Soon the old Jets locker room at Shea was filled with mounds of toiletries and blankets, to provide a small haven for rescue workers who lacked the energy to make it home. They weren't calling the steaming hole downtown "The Pile" or "The Pit" just yet; they slept an hour, grabbed a box of cereal and headed back to the city to find their brothers.
Mets players and employees worked the Shea parking lot for days, packing crates and lending ears. Manager Bobby Valentine refused to leave. Nobody was sure when sports would resume, but nobody could imagine being anywhere else, not while vans kept depositing worn out and filthy firefighters and police officers.
"They were just head-to-toe in dirt, debris, toxins and I guess what we know now were body parts. It was just horrible," says Sue Lucchi, the stadium manager who helped facilitate the effort. When she needed a good cry during those 10 days, she'd climb to the upper deck of Shea and gaze at the parking lots that had sprouted into massive warehouses, the ramps filled with supplies, barely an inch of ground to spare. The strength of the human spirit left her breathless.

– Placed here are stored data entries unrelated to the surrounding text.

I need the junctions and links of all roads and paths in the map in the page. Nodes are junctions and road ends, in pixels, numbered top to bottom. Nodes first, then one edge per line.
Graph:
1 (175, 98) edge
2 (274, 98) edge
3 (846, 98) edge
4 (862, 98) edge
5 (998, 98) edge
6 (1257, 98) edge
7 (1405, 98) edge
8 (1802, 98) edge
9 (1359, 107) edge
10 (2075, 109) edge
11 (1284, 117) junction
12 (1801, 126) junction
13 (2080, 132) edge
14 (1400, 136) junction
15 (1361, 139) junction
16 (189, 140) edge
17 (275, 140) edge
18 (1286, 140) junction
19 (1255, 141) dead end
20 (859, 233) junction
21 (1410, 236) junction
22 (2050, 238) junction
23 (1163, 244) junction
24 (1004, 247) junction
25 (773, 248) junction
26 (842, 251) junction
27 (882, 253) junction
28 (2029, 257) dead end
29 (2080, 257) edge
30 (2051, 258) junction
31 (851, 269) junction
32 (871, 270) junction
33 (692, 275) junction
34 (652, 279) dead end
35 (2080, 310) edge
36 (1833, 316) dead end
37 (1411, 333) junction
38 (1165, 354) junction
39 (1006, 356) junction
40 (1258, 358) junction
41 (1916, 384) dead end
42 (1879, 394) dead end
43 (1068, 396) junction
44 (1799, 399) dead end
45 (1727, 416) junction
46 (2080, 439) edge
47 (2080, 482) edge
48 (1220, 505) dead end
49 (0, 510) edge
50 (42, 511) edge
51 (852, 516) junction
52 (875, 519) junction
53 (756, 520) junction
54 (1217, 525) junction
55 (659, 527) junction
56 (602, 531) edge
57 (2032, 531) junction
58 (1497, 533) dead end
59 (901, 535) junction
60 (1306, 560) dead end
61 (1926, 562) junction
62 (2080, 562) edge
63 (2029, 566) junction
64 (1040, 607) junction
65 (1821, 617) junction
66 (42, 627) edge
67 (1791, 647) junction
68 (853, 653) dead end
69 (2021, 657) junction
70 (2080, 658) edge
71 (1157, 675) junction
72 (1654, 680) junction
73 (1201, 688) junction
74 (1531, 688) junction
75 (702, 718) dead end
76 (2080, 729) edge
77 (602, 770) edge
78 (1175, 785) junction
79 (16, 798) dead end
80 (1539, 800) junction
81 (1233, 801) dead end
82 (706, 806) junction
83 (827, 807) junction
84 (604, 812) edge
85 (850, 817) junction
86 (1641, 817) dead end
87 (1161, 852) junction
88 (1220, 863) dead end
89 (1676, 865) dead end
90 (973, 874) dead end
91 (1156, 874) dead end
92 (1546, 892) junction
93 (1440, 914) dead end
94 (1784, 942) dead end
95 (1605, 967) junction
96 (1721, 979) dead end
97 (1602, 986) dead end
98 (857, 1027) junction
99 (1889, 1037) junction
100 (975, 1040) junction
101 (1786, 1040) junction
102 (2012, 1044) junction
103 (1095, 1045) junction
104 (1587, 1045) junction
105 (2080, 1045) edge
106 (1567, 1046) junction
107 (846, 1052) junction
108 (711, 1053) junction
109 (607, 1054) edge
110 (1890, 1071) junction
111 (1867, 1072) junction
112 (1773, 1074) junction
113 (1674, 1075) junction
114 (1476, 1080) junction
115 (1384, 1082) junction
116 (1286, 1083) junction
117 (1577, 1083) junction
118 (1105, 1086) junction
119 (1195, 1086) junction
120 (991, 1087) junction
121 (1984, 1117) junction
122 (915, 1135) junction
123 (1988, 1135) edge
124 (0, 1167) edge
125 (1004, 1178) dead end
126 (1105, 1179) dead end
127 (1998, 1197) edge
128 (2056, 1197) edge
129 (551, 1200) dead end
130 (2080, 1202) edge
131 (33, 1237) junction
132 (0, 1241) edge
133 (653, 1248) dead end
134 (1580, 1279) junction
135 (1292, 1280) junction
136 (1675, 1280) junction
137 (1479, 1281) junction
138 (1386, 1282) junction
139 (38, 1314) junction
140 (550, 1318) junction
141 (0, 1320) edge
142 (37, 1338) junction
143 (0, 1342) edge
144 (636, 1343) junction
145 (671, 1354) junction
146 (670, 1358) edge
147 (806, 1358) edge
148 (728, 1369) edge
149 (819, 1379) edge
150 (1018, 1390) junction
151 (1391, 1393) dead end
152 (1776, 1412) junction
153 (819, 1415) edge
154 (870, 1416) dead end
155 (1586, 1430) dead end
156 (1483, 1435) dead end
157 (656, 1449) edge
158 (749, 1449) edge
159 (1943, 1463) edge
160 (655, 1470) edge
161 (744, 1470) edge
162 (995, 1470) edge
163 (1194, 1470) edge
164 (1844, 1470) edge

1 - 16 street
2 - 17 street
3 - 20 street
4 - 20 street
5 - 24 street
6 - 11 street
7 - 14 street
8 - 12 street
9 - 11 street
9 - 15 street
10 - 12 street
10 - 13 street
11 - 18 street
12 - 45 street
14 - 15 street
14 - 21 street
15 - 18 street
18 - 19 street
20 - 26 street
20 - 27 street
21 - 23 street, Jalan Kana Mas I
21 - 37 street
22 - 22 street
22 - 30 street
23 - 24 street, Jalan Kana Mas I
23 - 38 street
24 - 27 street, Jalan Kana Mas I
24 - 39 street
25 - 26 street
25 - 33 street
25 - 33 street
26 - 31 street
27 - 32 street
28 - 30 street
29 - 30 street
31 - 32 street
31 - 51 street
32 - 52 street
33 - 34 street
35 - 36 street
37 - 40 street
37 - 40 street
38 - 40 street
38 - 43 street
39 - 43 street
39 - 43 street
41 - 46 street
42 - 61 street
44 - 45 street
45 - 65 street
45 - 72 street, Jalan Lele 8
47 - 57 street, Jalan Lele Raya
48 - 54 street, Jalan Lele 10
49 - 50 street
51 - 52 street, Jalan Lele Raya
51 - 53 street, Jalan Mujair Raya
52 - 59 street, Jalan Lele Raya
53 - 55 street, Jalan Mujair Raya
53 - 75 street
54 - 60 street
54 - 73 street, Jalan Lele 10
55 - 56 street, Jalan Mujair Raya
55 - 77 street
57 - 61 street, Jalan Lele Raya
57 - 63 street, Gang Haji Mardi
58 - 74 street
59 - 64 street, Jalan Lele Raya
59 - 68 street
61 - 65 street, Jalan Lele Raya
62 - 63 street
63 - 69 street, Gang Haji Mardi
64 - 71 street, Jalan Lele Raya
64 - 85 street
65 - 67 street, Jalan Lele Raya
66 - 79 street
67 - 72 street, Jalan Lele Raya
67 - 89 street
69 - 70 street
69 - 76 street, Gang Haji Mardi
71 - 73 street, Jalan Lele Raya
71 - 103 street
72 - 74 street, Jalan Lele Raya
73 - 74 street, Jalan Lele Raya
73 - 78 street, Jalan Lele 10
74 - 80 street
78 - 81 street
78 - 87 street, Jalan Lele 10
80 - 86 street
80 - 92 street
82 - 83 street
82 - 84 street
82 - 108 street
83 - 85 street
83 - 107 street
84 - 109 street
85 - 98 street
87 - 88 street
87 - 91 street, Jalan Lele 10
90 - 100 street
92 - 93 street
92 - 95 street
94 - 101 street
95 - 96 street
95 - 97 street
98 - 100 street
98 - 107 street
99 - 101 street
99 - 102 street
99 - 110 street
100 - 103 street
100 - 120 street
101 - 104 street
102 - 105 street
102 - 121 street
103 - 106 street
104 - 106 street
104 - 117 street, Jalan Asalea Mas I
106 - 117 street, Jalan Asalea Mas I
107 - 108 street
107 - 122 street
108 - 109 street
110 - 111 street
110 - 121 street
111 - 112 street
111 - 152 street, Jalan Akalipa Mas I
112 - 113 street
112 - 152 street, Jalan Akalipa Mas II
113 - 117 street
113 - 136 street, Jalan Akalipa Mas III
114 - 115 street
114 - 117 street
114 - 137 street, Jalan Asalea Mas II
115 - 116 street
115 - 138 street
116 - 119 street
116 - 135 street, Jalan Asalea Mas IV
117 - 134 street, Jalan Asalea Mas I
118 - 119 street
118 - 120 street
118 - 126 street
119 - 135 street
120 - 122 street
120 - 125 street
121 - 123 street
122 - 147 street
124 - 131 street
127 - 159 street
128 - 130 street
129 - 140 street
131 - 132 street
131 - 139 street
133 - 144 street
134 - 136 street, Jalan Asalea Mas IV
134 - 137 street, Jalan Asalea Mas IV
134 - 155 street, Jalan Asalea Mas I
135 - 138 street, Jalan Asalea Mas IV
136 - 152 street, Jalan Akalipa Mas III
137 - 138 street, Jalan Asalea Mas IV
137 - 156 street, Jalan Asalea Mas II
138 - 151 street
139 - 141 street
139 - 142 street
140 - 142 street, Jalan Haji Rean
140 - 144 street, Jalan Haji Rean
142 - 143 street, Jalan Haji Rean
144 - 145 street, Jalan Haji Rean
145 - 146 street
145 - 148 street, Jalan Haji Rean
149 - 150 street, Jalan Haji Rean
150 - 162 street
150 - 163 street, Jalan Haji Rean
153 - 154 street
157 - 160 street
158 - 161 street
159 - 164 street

The NFL and MLB seasons came to a halt. And when they resumed, things didn't go back to normal right away. Michael Strahan took the lead for all sports by saying that no games should be played in the NFL, especially with the Giants able to see the smoke billowing from the World Trade Center wreckage from their field. The NFL set the precedent by canceling the games. The heated rivalry of the Mets and Braves took a break to shake hands before the game and wore NYPD and FDNY hats. A hockey game between the Bruins and Rangers were stopped so that everyone could watch President Bush speak abut the tragic events. The Yankees played in Chicago and White Sox fans held up signs that said "We're All New Yorkers".
And maybe that's what I loved most: everyone came together. Even just for a little while. People were polite and smiled at each other on the streets. Instead of hating policemen, we lined up and thanked them. Firefighters helped out firefighters and we honored them and helped out with sandwiches and well-wishes.
I remember organizing a candlelight vigil at the firehouse in my town. The chief, tired from constant trips down to Ground Zero and resting for a little while at the station, came out and spoke to us for a little bit. I asked him what got him through the day?
His answer: "Just seeing everyone pull together down at Ground Zero and..." he paused, thought for a second and then said, "the Yankees".
HBO did a fabulous job capturing the pulse of the city in their great documentary
9 Innings From Ground Zero, but the truth was that for that fall, the Yankees were one of the greatest forces in the city. Down 2-0 in the best of 5 ALDS to the Oakland Athletics, the Yankees rallied back to win the next three games (including the amazing Jeter flip play). In the ALCS, they took down the most winning team in AL history: the 116-win Seattle Mariners. Down 2-0 in the World Series, they fought back underneath the tattered flag rescued from the World Trade Center, winning game 3 and then two improbable wins in game 4 and 5 down by two runs with two outs in the 9th inning.
They would lose that World Series in dramatic fashion, but I never felt like they actually lost. For a little while, they kept everyone distracted from what had happened a few months earlier.
"I can't even imagine what they've seen and what they've been going through. They've lost like, how many? Hundreds? And here they're trying to make us feel good," Derek Jeter, the Yankee shortstop, told me one October night eight years ago in the halls of Yankee Stadium, after meeting with a group of firefighters who had just returned from burying one of their brothers.
So tonight, before Derek Jeter tries to break Lou Gehrig's hit record,
the Yankees will honor those who fell in 9/11. Eight years later, that seems fitting; for all the praise we give Jeter for passing a legend, we also need to remember to take a second and praise those real heroes.